- WHAT YOU NEED TO DO:
The records that follow are to be printed exactly, with no images.

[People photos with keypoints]
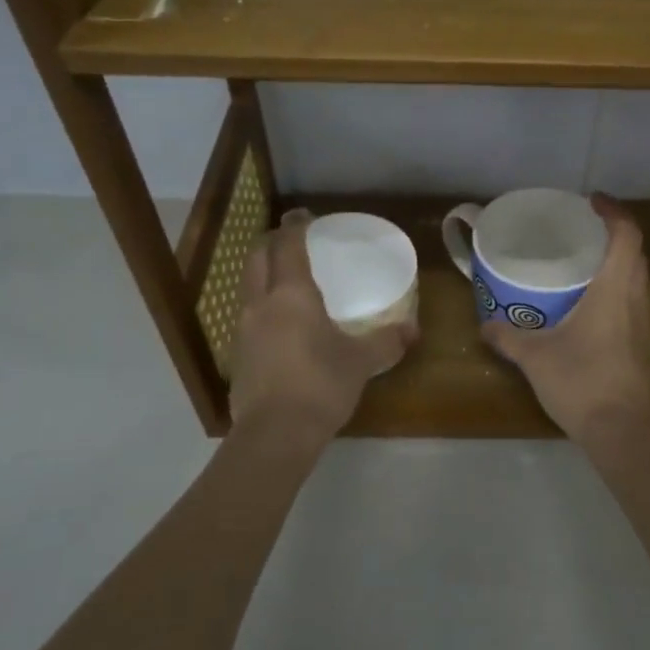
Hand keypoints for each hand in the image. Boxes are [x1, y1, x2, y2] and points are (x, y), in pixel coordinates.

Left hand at [230, 210, 416, 444]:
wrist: (274, 435)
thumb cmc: (320, 385)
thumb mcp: (361, 362)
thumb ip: (386, 342)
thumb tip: (412, 330)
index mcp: (292, 294)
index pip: (289, 245)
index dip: (296, 225)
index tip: (304, 215)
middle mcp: (261, 303)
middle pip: (257, 257)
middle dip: (272, 242)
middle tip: (293, 241)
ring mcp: (244, 329)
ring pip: (248, 285)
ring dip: (264, 273)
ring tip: (286, 279)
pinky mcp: (238, 355)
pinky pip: (248, 315)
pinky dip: (262, 305)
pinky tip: (281, 323)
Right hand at [481, 195, 649, 442]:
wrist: (620, 431)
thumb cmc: (582, 383)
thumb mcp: (535, 358)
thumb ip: (508, 337)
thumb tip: (485, 325)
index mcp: (613, 291)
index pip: (626, 236)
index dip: (614, 212)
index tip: (592, 200)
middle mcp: (633, 300)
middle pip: (635, 253)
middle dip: (613, 233)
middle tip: (581, 229)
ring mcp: (639, 323)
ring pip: (635, 277)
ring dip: (616, 261)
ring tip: (580, 260)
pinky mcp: (637, 343)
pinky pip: (629, 299)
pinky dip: (613, 287)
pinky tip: (584, 302)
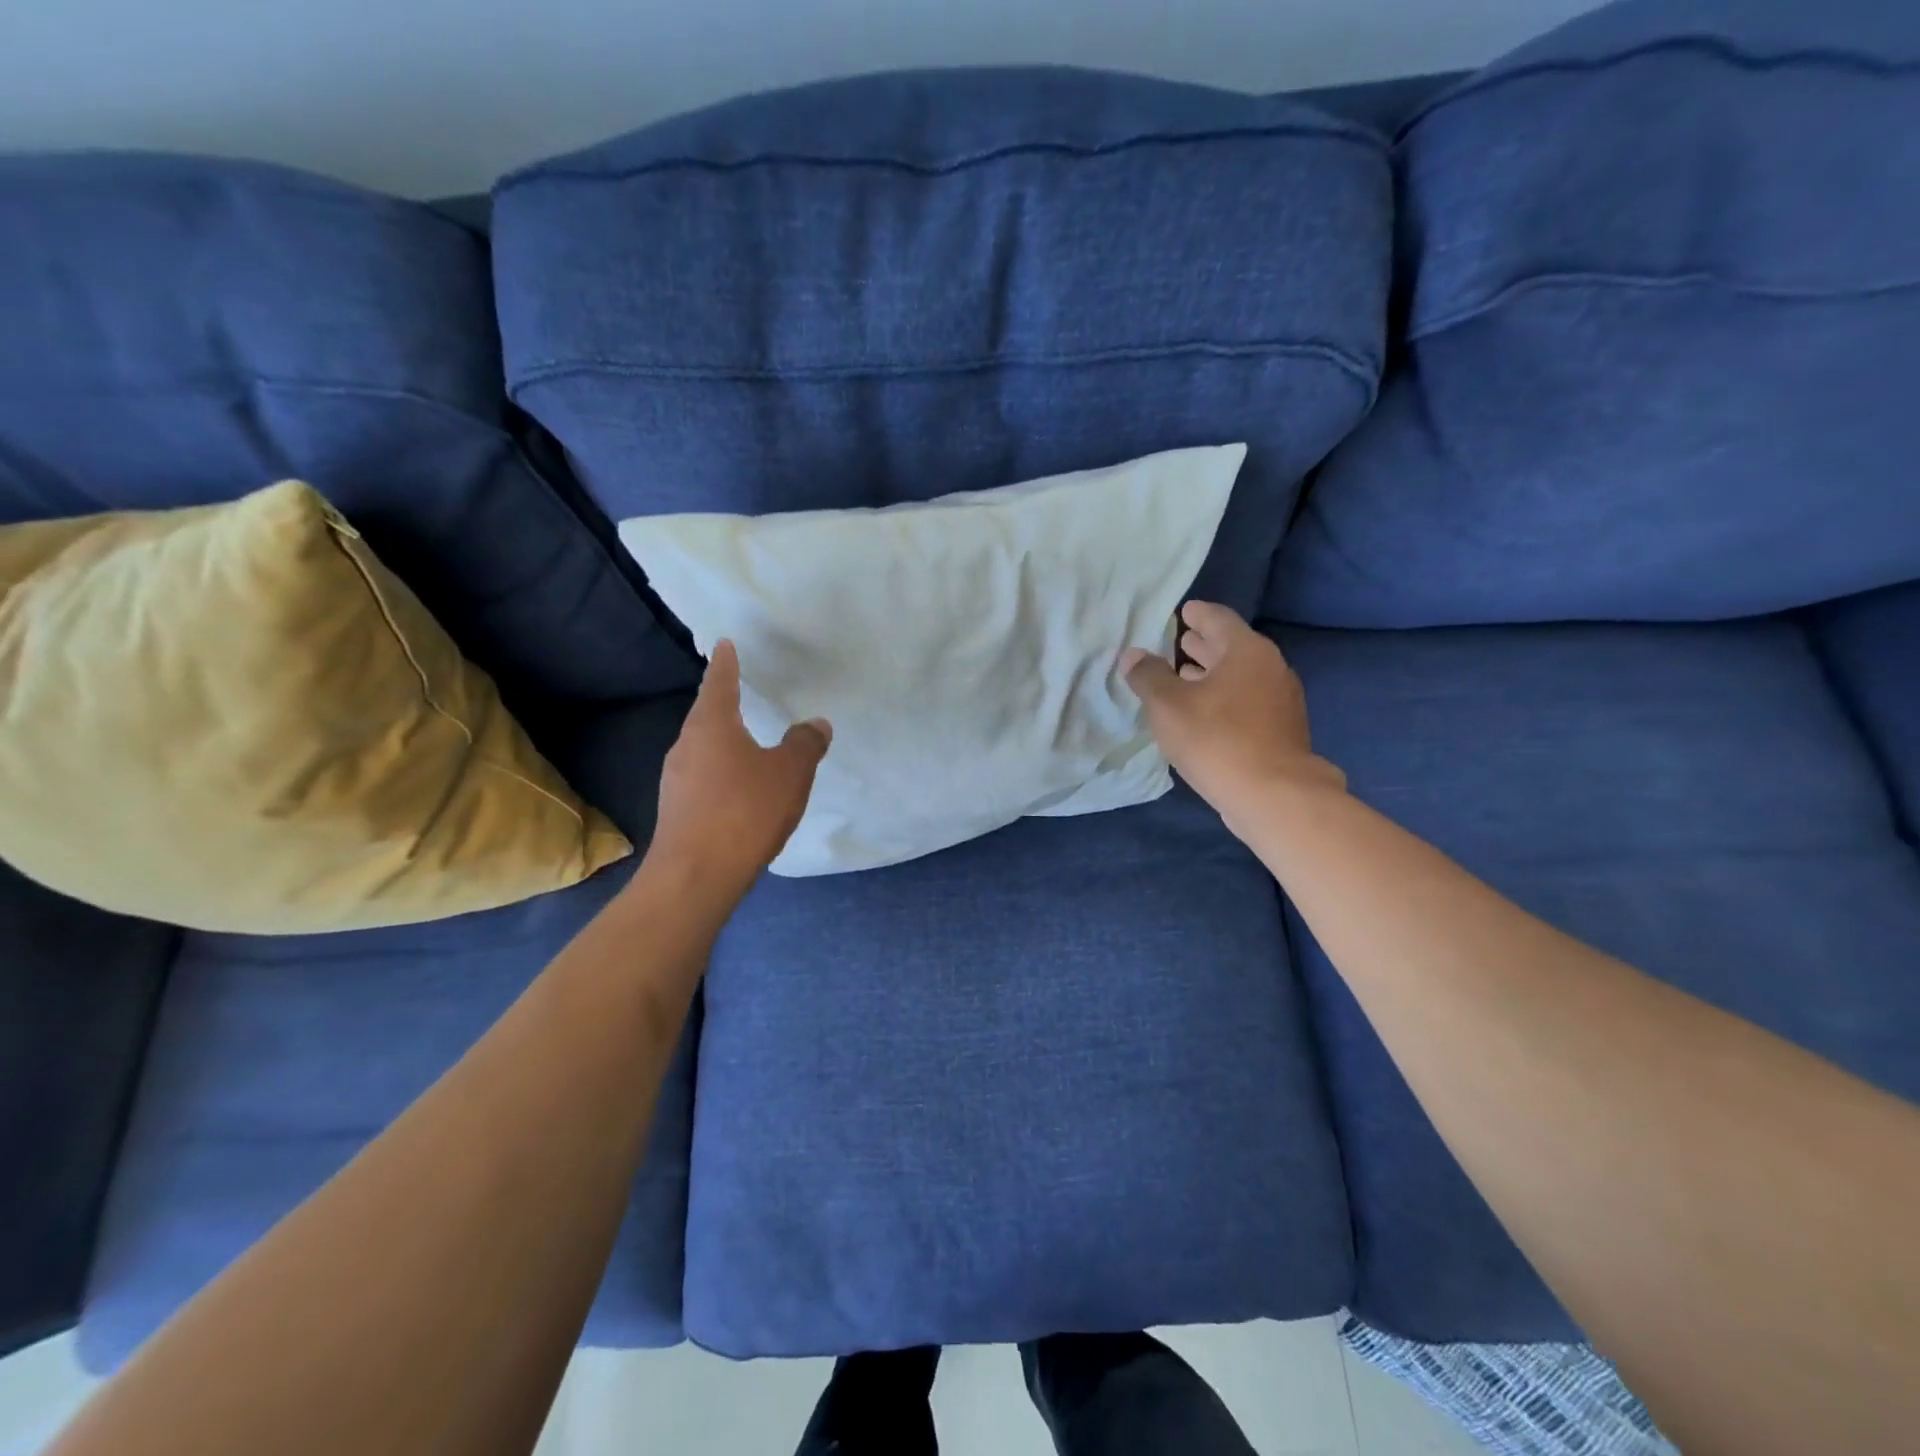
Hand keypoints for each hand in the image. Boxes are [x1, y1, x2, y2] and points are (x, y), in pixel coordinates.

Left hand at [651, 641, 830, 900]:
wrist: (695, 875)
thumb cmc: (744, 811)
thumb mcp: (790, 773)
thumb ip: (805, 744)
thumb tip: (816, 723)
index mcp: (712, 725)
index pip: (719, 682)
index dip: (726, 662)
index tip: (725, 644)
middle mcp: (686, 745)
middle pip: (707, 715)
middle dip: (724, 703)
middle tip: (742, 691)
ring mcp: (676, 779)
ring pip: (703, 748)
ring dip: (724, 742)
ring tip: (747, 742)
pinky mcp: (676, 808)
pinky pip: (703, 777)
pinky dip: (721, 772)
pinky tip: (738, 790)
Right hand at [1122, 602, 1343, 825]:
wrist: (1274, 795)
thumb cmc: (1217, 739)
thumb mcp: (1168, 706)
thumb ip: (1148, 676)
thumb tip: (1133, 655)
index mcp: (1246, 651)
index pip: (1218, 618)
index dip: (1197, 614)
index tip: (1183, 612)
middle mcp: (1270, 667)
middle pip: (1232, 647)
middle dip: (1204, 645)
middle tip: (1179, 643)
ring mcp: (1282, 700)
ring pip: (1241, 677)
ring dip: (1213, 675)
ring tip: (1185, 678)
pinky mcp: (1282, 730)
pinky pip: (1248, 702)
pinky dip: (1226, 699)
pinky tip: (1206, 715)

- TASK RESPONSE:
Hand keypoints for each hand in the image. Boxes are [x1, y1, x2, y2] and points are (x, y), in pixel coordinates.

Left hand at [230, 210, 416, 444]:
wrist: (274, 435)
thumb cmc: (320, 385)
thumb mcp: (361, 362)
thumb ip: (386, 342)
thumb tip: (412, 330)
index mcp: (292, 294)
index pip: (289, 245)
index dip: (296, 225)
index tip: (304, 215)
middle mcp: (261, 303)
middle pip: (257, 257)
middle dip: (272, 242)
middle tip: (293, 241)
ring mcp: (244, 329)
ring pip: (248, 285)
ring dip: (264, 273)
ring tip: (286, 279)
pinky mcp: (238, 355)
pinky pip: (248, 315)
pinky dip: (262, 305)
pinky tip: (281, 323)
Right hand at [481, 195, 649, 442]:
wrist: (620, 431)
thumb cmc: (582, 383)
thumb mcp: (535, 358)
thumb ip: (508, 337)
thumb tip: (485, 325)
index mcp: (613, 291)
index pip: (626, 236)
index dip: (614, 212)
index tip: (592, 200)
middle mcp: (633, 300)
middle pip: (635, 253)
middle dip: (613, 233)
middle tip: (581, 229)
ring mcp: (639, 323)
ring pip: (635, 277)
ring dip: (616, 261)
ring tip: (580, 260)
pinky mcp: (637, 343)
pinky pip: (629, 299)
pinky dip: (613, 287)
pinky tip: (584, 302)
Hand keypoints for each hand in the image. Boxes are [x1, y1, x2, y2] and points are (x, y), in pixel coordinates.

Left hand at [651, 641, 830, 900]:
wrist: (695, 875)
thumb cmc: (744, 811)
thumb mcp: (790, 773)
thumb ip: (805, 744)
thumb tip: (816, 723)
index mcp: (712, 725)
index pip: (719, 682)
index dip: (726, 662)
index tip: (725, 644)
middle mcp: (686, 745)
middle pip: (707, 715)
middle dip: (724, 703)
middle tip: (742, 691)
ring mcp: (676, 779)
ring pip: (703, 748)
ring dip: (724, 742)
ring tip: (747, 742)
pinky mcp: (676, 808)
pinky pip: (703, 777)
pinky dip: (721, 772)
pinky tip: (738, 790)
Right hand at [1122, 602, 1343, 825]:
wrist: (1274, 795)
thumb cmc: (1217, 739)
thumb mcp: (1168, 706)
thumb ip: (1148, 676)
thumb tip: (1133, 655)
index mcp: (1246, 651)
index pip: (1218, 618)
index dip: (1197, 614)
index tip: (1183, 612)
middle mcp: (1270, 667)
middle pip: (1232, 647)
middle dip: (1204, 645)
middle tip: (1179, 643)
ring mcp: (1282, 700)
ring pip: (1241, 677)
ring dip: (1213, 675)
ring tip: (1185, 678)
pinky mcp: (1282, 730)
pinky pip: (1248, 702)
pinky dip: (1226, 699)
pinky tip: (1206, 715)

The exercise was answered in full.